Across the data below, how many lines have the word "then" in them? Respond with the number alone.

Collected data entries:
▶

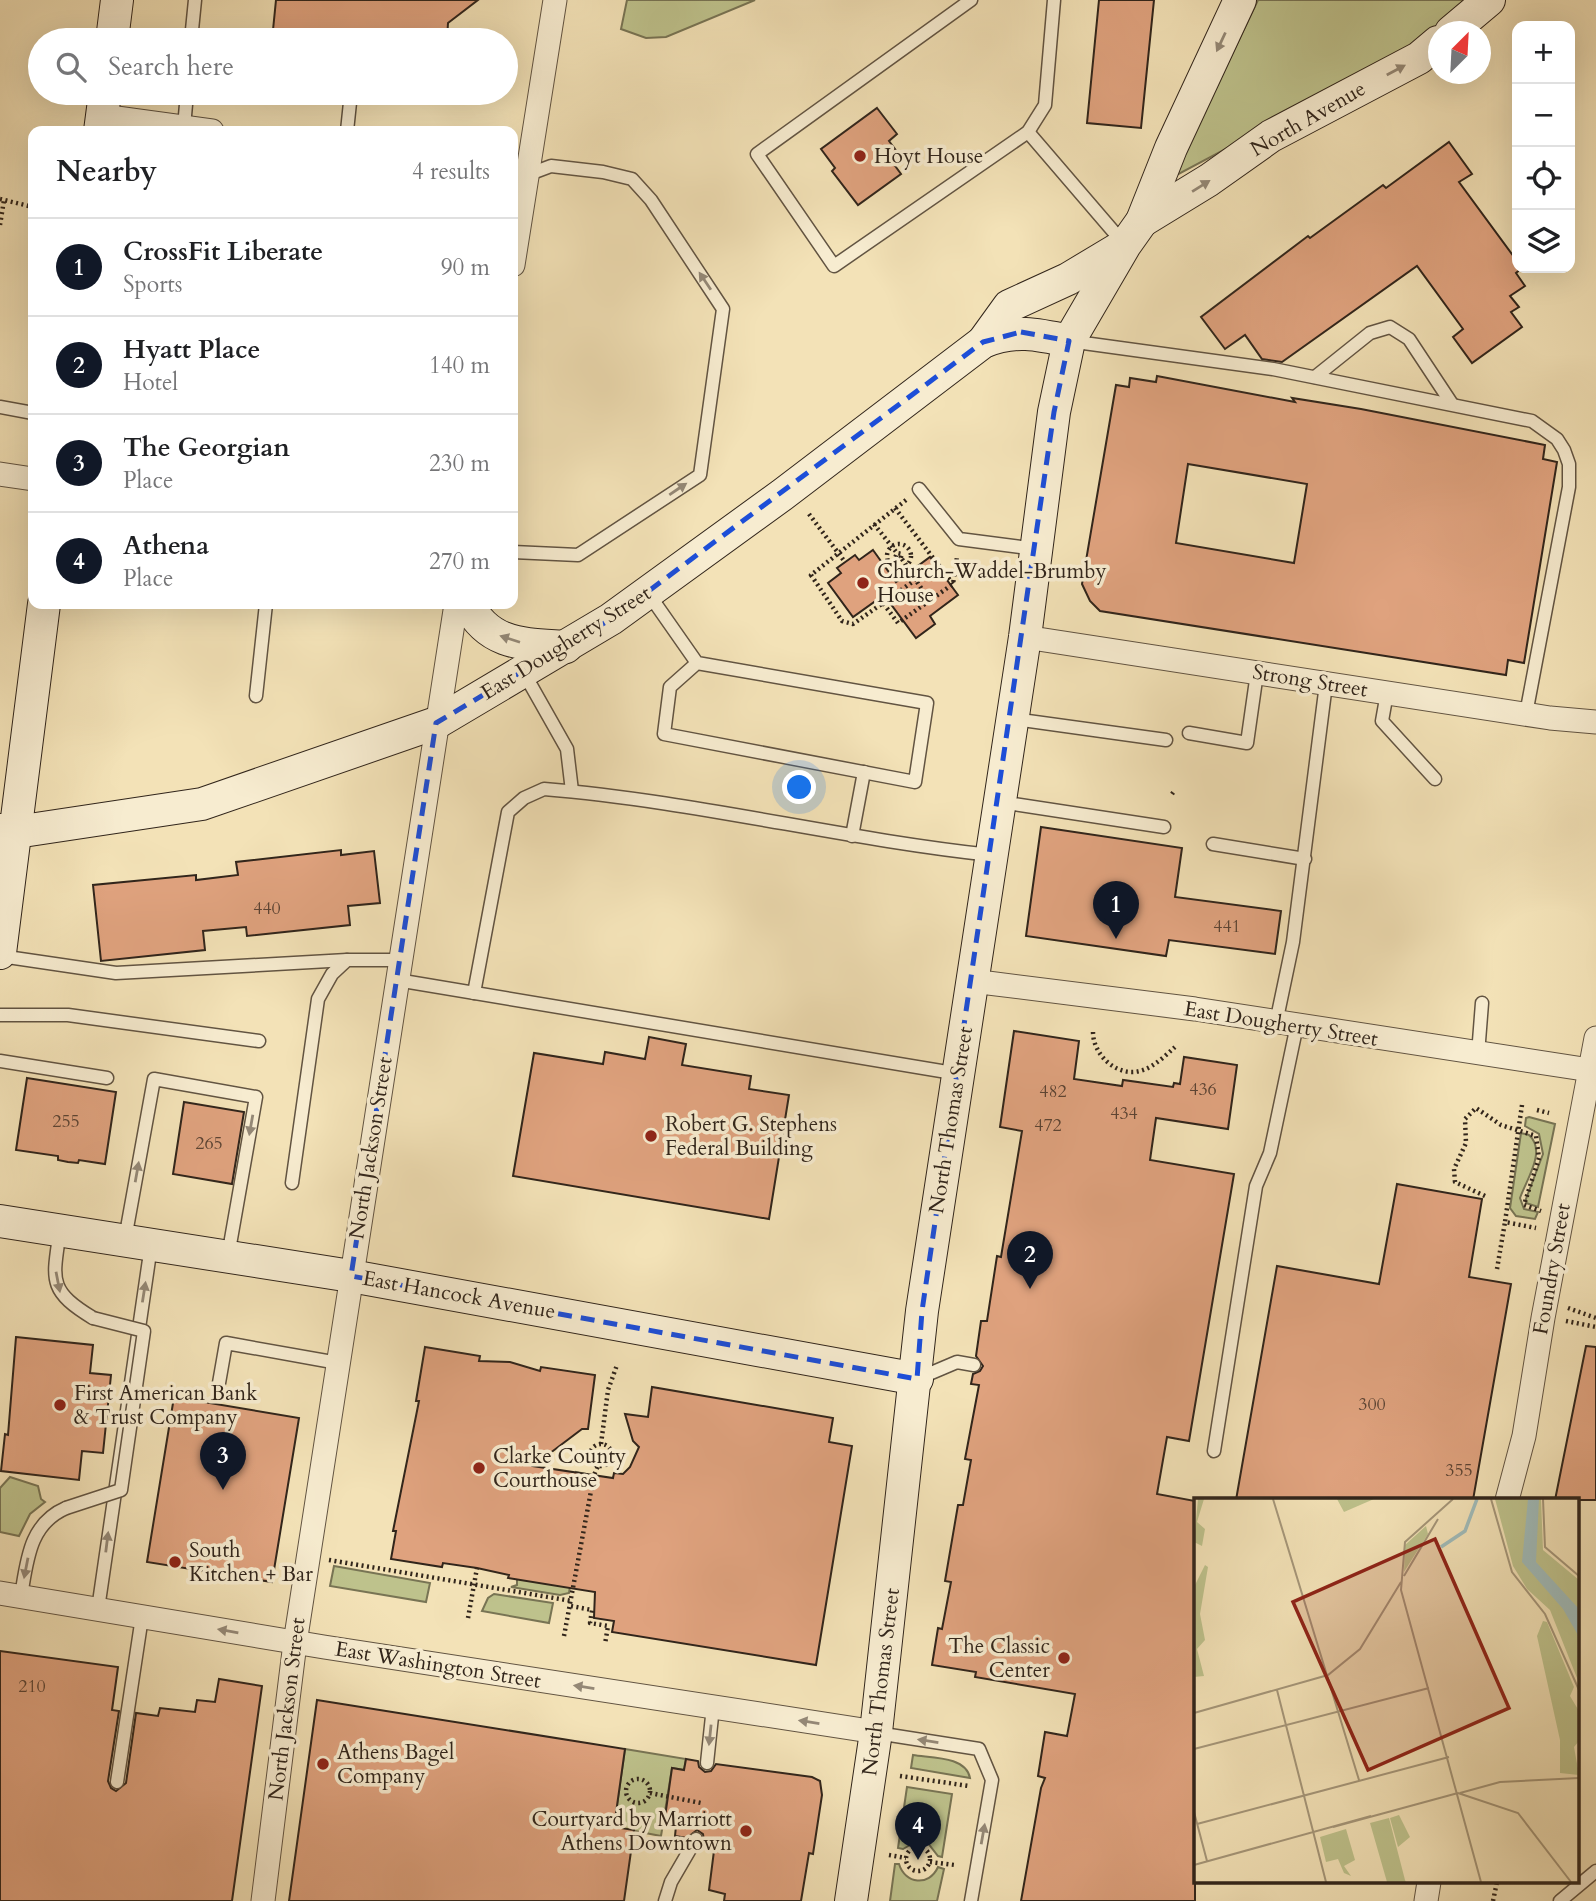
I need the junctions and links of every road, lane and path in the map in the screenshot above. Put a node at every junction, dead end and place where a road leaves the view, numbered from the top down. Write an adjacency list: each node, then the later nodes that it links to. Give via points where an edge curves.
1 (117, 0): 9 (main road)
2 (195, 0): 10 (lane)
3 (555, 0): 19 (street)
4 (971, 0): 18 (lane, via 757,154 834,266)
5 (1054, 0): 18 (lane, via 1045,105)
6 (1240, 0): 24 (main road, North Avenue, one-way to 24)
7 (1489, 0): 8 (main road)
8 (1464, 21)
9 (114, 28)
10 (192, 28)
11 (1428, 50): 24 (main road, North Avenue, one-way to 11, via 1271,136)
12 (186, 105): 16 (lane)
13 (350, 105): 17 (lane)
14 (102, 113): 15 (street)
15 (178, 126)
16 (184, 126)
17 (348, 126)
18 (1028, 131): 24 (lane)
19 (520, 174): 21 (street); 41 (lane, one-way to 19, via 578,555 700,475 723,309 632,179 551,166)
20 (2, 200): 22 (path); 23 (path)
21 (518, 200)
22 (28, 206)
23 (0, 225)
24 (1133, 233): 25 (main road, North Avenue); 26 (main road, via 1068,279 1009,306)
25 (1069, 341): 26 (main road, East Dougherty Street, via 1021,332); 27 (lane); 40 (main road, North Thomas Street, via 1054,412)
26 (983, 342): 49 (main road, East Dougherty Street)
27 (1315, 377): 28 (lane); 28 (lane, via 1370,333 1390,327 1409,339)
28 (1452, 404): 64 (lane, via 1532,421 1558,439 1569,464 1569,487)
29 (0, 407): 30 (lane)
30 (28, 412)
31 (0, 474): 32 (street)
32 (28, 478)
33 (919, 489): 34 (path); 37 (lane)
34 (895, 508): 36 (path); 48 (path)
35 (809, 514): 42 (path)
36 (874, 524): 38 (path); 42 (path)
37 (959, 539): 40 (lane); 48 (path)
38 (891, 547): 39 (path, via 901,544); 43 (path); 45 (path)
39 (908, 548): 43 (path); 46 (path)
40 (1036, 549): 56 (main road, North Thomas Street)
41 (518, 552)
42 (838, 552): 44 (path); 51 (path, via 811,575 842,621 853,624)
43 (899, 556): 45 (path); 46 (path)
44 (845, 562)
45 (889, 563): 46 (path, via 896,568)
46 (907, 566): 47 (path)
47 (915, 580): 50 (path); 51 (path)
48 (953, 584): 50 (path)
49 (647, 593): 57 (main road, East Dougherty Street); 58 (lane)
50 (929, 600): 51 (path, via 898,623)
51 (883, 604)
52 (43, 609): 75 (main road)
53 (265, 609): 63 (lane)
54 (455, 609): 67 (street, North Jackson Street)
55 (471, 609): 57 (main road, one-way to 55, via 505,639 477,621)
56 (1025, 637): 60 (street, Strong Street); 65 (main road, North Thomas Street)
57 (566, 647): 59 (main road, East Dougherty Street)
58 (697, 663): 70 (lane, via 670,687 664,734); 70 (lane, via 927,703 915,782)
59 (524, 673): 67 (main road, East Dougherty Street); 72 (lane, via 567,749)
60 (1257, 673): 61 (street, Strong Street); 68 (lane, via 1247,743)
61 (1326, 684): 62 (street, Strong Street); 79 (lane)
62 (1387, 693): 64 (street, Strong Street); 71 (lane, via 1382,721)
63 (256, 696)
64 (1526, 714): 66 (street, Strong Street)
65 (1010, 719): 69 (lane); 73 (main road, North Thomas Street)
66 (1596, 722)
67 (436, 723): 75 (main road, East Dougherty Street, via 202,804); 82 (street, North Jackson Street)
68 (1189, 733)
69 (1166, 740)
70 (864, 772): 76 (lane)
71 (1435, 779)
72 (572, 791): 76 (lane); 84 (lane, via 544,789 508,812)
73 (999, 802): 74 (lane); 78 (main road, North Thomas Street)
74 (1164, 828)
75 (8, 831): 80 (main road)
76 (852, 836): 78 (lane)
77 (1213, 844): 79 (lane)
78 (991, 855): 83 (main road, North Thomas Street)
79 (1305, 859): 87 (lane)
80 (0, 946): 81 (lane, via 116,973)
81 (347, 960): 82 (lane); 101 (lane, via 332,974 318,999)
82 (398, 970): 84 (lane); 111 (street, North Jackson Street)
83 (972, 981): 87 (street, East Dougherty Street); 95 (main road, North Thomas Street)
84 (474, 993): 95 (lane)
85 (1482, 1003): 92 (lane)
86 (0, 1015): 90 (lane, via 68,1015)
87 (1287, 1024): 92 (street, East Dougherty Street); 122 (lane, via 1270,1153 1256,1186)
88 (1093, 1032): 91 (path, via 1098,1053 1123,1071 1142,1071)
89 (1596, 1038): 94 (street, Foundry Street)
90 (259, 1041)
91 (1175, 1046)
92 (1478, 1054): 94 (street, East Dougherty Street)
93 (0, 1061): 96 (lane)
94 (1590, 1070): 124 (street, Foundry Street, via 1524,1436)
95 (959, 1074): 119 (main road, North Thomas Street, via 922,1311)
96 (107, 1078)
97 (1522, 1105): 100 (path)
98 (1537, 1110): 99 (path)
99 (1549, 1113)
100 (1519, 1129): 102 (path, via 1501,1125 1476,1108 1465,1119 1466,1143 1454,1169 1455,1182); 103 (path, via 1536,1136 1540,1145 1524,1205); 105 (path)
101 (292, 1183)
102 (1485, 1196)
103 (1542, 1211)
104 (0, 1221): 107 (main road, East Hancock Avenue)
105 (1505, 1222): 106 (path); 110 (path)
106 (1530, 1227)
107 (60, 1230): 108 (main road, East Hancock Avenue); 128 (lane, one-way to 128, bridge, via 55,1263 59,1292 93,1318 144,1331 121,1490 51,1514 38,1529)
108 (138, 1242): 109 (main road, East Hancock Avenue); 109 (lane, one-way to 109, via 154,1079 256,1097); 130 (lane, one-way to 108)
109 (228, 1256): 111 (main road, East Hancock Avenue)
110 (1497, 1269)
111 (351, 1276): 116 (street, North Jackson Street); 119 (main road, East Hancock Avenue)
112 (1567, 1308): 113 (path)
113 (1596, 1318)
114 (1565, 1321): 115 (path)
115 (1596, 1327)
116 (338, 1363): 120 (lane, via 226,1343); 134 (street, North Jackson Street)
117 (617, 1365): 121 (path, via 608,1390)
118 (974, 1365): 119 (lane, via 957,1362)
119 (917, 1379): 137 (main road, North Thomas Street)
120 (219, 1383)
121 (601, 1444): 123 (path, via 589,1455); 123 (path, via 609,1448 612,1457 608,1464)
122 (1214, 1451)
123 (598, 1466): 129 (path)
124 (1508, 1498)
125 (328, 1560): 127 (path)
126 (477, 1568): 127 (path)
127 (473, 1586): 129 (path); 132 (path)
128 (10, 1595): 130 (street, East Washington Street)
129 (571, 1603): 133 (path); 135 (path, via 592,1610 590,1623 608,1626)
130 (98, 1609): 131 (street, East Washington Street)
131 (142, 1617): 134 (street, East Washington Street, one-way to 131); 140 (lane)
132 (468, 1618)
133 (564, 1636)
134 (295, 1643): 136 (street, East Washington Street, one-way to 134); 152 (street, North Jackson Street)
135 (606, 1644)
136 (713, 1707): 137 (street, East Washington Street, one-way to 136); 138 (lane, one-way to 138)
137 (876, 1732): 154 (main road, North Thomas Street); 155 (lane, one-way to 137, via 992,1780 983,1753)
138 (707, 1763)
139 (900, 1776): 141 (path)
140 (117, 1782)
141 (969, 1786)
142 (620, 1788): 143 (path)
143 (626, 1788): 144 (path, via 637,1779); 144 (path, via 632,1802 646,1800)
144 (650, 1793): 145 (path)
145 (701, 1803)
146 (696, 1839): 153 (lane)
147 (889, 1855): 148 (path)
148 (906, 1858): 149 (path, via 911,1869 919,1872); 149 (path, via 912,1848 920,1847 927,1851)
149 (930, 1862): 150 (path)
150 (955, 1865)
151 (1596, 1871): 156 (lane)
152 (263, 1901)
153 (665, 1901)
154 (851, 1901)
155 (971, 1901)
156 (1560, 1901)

◀
▶

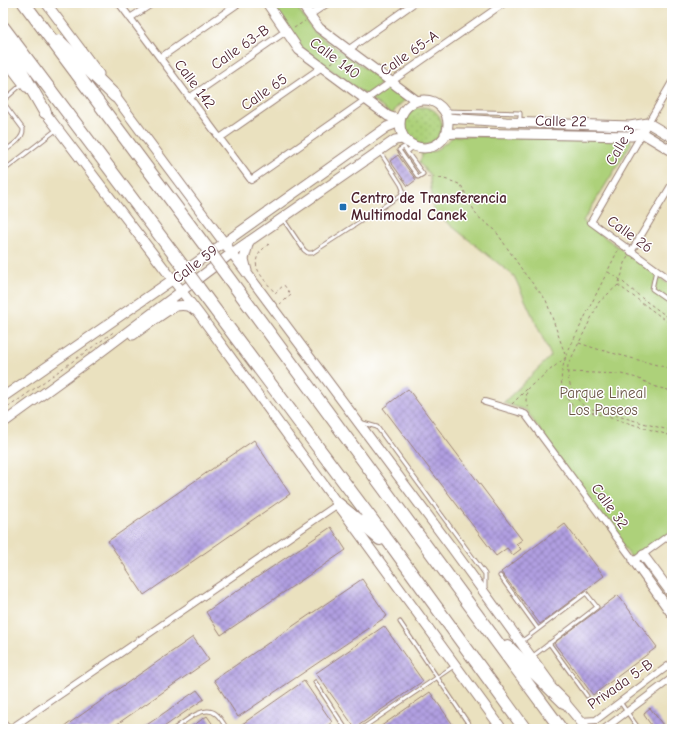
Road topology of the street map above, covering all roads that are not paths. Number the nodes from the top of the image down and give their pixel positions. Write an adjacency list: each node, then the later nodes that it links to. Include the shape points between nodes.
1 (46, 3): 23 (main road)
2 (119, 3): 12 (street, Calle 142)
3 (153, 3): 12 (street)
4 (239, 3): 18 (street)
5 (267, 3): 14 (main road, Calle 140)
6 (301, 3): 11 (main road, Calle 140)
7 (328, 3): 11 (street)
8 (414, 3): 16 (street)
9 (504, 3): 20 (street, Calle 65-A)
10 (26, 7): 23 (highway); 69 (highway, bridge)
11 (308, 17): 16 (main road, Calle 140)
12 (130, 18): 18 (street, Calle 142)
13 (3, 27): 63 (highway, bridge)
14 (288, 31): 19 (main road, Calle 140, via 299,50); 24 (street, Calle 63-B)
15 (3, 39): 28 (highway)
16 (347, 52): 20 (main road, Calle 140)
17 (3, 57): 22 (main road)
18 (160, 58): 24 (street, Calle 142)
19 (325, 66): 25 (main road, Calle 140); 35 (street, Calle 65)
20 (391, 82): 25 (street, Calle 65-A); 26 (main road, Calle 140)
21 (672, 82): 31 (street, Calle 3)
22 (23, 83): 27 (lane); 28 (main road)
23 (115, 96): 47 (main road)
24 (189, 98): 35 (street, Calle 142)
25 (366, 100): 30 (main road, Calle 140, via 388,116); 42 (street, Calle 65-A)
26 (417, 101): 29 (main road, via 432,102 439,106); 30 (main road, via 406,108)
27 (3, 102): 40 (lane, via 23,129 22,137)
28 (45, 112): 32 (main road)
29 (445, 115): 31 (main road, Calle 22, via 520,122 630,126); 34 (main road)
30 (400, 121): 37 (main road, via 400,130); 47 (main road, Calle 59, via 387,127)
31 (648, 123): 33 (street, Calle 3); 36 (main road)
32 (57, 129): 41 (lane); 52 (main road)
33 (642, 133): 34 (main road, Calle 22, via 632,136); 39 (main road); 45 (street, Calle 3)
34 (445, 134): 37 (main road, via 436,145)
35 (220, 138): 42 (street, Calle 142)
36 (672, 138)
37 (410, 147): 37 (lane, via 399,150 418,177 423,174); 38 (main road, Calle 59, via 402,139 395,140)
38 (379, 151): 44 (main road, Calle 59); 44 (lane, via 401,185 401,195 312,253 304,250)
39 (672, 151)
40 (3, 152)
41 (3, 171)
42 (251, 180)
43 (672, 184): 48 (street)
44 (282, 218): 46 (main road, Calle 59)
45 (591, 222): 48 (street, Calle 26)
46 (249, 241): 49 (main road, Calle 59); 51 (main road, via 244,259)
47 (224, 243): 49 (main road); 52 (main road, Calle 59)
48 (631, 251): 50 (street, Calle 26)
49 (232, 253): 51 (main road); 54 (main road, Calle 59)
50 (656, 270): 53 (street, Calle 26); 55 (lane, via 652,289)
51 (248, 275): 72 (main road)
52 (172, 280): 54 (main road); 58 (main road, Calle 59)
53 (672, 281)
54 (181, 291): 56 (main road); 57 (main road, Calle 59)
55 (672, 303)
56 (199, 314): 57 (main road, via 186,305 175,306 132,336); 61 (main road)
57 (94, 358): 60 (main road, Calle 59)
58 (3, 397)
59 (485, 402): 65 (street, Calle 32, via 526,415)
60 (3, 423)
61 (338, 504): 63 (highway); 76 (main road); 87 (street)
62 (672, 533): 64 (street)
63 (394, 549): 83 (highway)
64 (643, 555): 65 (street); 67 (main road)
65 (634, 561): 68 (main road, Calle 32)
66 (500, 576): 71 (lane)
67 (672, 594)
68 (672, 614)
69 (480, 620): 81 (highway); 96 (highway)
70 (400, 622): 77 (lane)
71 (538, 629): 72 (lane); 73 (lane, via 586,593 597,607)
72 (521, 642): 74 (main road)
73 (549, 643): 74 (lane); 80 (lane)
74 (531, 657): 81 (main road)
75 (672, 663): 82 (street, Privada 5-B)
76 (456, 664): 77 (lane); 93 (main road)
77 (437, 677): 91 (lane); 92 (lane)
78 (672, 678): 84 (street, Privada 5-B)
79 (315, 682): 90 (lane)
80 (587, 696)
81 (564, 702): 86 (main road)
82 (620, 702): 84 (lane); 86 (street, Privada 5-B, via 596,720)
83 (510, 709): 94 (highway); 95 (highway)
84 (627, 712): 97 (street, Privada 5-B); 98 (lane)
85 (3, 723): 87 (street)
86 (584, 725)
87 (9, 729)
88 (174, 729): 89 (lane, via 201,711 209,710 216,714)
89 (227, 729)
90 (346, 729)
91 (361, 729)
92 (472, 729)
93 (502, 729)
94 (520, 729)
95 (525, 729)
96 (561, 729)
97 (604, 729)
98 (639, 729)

◀

Written answer: 2